### Problem statement
Every line of the entries below that includes "Sokağı" belongs in the answer, copied as written.

### Saved data entries
"""
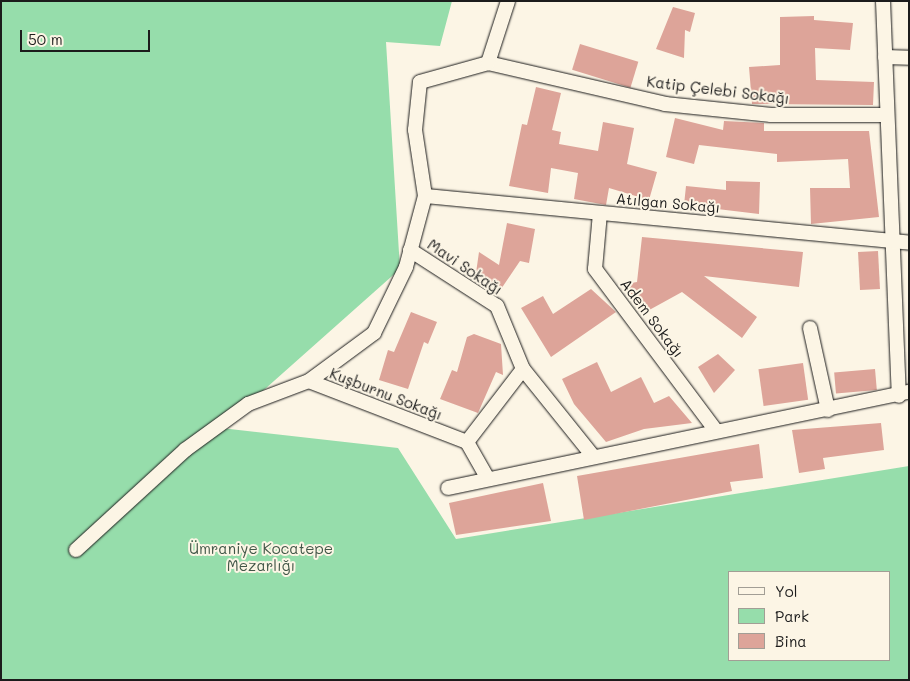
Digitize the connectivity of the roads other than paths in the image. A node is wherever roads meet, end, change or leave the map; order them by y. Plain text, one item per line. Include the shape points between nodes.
1 (508, 1) edge
2 (883, 1) edge
3 (885, 57) junction
4 (909, 58) edge
5 (488, 63) junction
6 (887, 115) junction
7 (425, 196) junction
8 (600, 213) junction
9 (892, 240) junction
10 (909, 243) edge
11 (410, 250) junction
12 (810, 328) dead end
13 (523, 369) junction
14 (309, 381) junction
15 (904, 394) edge
16 (828, 410) junction
17 (716, 431) junction
18 (467, 442) junction
19 (593, 456) junction
20 (488, 479) junction
21 (448, 488) dead end
22 (76, 550) dead end

1 - 5 street
2 - 3 street
3 - 4 street
3 - 6 street
5 - 6 street, Katip Çelebi Sokağı via 665,104 771,115
5 - 7 street, Kuşburnu Sokağı via 420,82 415,130
6 - 9 street
7 - 8 street, Atılgan Sokağı
7 - 11 street, Kuşburnu Sokağı
8 - 9 street, Atılgan Sokağı
8 - 17 street, Adem Sokağı via 595,270
9 - 10 street, Atılgan Sokağı
9 - 15 street
11 - 13 street, Mavi Sokağı via 497,306
11 - 14 street, Kuşburnu Sokağı via 374,333
12 - 16 street
13 - 18 street
13 - 19 street, Mavi Sokağı
14 - 18 street, Kuşburnu Sokağı
14 - 22 street via 248,404 185,450
15 - 16 street
16 - 17 street
17 - 19 street
18 - 20 street
19 - 20 street
20 - 21 street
"""
### Reply to the exercise
5 - 6 street, Katip Çelebi Sokağı via 665,104 771,115
5 - 7 street, Kuşburnu Sokağı via 420,82 415,130
7 - 8 street, Atılgan Sokağı
7 - 11 street, Kuşburnu Sokağı
8 - 9 street, Atılgan Sokağı
8 - 17 street, Adem Sokağı via 595,270
9 - 10 street, Atılgan Sokağı
11 - 13 street, Mavi Sokağı via 497,306
11 - 14 street, Kuşburnu Sokağı via 374,333
13 - 19 street, Mavi Sokağı
14 - 18 street, Kuşburnu Sokağı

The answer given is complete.